I too thought retiring the 30-year bond was a logistical mistake given the prevalence of private and agency securities that were tied to 30-year interest rates (e.g., conventional mortgages).
But let’s call a spade a spade. The return of the 30-year treasury has nothing to do with industry preferences or a concern for pension funds (or rich retirees) to be able to diversify their portfolios.
The return of the long bond is not about the variety of federal debt, but rather the amount of federal debt.
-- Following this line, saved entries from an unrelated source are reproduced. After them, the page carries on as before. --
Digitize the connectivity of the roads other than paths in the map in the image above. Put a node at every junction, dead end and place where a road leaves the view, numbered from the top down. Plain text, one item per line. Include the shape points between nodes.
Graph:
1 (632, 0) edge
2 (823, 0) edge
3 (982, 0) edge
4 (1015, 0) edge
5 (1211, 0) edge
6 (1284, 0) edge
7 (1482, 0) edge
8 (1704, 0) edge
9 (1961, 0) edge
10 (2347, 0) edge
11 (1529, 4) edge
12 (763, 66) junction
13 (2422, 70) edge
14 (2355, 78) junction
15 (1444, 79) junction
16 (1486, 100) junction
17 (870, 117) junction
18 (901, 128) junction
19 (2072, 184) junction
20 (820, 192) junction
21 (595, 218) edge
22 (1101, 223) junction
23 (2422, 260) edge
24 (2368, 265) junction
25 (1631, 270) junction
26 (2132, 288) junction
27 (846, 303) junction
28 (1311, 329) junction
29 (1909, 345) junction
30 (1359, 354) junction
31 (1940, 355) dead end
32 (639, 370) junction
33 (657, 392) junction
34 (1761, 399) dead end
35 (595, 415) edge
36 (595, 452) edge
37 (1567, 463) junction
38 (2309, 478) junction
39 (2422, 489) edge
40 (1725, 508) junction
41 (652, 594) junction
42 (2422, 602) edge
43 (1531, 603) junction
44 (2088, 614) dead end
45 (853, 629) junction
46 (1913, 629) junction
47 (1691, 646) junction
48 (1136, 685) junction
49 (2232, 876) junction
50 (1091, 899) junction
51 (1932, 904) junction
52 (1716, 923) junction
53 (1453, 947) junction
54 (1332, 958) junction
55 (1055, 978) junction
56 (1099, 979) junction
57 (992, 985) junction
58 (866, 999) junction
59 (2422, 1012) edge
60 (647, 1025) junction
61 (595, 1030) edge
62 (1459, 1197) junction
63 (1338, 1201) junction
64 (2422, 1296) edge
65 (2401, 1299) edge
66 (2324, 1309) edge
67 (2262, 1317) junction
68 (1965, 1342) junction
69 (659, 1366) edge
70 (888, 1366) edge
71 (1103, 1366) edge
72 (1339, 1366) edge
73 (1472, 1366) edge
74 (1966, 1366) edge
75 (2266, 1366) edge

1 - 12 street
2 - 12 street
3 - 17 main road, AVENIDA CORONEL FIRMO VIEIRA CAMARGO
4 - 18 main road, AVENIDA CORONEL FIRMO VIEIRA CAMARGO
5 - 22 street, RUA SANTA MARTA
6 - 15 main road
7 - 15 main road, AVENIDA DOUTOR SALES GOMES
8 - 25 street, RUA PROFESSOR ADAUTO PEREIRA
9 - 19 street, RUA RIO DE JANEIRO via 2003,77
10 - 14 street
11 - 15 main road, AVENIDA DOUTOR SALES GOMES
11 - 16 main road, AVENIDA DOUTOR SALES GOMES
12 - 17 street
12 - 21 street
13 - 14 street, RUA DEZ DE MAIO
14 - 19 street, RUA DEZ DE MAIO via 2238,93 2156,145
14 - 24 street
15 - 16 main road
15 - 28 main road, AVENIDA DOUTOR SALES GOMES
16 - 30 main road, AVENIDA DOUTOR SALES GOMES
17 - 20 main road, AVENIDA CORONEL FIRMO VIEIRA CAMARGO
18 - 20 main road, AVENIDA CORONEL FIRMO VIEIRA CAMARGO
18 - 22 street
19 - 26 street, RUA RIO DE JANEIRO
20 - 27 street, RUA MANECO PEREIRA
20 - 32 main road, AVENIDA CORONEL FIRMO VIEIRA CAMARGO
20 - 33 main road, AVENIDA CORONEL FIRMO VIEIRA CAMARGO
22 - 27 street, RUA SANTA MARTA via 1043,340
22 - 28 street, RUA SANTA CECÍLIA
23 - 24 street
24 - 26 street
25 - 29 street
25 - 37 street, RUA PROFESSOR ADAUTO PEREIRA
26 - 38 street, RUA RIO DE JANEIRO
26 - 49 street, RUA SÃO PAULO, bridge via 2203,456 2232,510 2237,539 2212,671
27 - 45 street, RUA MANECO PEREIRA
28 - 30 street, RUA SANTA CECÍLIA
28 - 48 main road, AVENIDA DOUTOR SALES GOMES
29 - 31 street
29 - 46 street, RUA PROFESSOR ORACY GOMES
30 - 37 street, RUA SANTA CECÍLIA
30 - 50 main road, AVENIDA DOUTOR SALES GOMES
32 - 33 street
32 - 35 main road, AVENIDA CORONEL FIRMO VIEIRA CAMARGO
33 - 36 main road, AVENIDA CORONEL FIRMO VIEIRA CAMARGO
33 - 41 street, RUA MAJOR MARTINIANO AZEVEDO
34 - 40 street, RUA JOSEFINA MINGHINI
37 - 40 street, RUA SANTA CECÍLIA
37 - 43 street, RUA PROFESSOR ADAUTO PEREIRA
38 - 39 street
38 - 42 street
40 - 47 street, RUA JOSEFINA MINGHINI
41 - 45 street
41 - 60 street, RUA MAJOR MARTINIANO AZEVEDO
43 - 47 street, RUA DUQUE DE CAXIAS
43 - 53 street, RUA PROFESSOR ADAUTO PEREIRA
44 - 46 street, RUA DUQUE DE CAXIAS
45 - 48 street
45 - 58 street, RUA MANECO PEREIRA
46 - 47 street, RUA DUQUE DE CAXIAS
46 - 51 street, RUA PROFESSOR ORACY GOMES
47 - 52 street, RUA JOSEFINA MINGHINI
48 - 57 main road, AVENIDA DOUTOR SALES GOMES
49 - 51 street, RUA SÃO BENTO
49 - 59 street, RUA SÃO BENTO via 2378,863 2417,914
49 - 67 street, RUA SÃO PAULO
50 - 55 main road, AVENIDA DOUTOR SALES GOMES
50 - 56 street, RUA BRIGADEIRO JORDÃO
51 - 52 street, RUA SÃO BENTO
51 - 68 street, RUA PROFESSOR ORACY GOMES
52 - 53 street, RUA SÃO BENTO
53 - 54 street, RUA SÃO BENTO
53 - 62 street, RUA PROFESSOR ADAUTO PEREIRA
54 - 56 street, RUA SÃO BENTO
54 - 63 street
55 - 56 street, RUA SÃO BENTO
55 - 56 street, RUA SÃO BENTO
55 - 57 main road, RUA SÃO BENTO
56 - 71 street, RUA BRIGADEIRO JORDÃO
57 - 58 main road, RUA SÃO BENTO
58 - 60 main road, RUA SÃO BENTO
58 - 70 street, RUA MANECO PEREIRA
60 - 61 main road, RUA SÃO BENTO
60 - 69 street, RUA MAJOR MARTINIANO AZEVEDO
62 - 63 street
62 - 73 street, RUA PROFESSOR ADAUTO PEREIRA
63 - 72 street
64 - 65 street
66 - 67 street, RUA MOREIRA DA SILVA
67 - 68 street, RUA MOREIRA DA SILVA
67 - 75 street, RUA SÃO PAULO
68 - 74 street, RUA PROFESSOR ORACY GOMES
The national debt is growing under the Bush administration and the tax-and-spend Republican Congress (do not confuse lower budget deficits with lower debt — any deficit, no matter how small, increases national debt), and will flat-out explode starting around 2017 when the fraud of the Social Security “trust fund” is finally exposed.
Those “treasury securities” in the trust fund filing cabinet — analogous to an individual writing IOUs to himself and stuffing them under his mattress — will almost certainly be legitimized by issuing new, real treasury securities (as opposed to the alternatives of massive tax hikes or inflationary monetization) when 2017 rolls around. The government knows this and is preparing now for the debt tsunami that is now forming in our fiscal policy. We’re going to need all the debt instruments we can find. In fact, don’t be surprised if the government eventually proposes issuing 40-, 50- or even 100-year treasuries.
The higher debt iceberg is right ahead, complete with the higher interest rates that it requires to finance it. This latest maneuver is just prepping the lifeboats.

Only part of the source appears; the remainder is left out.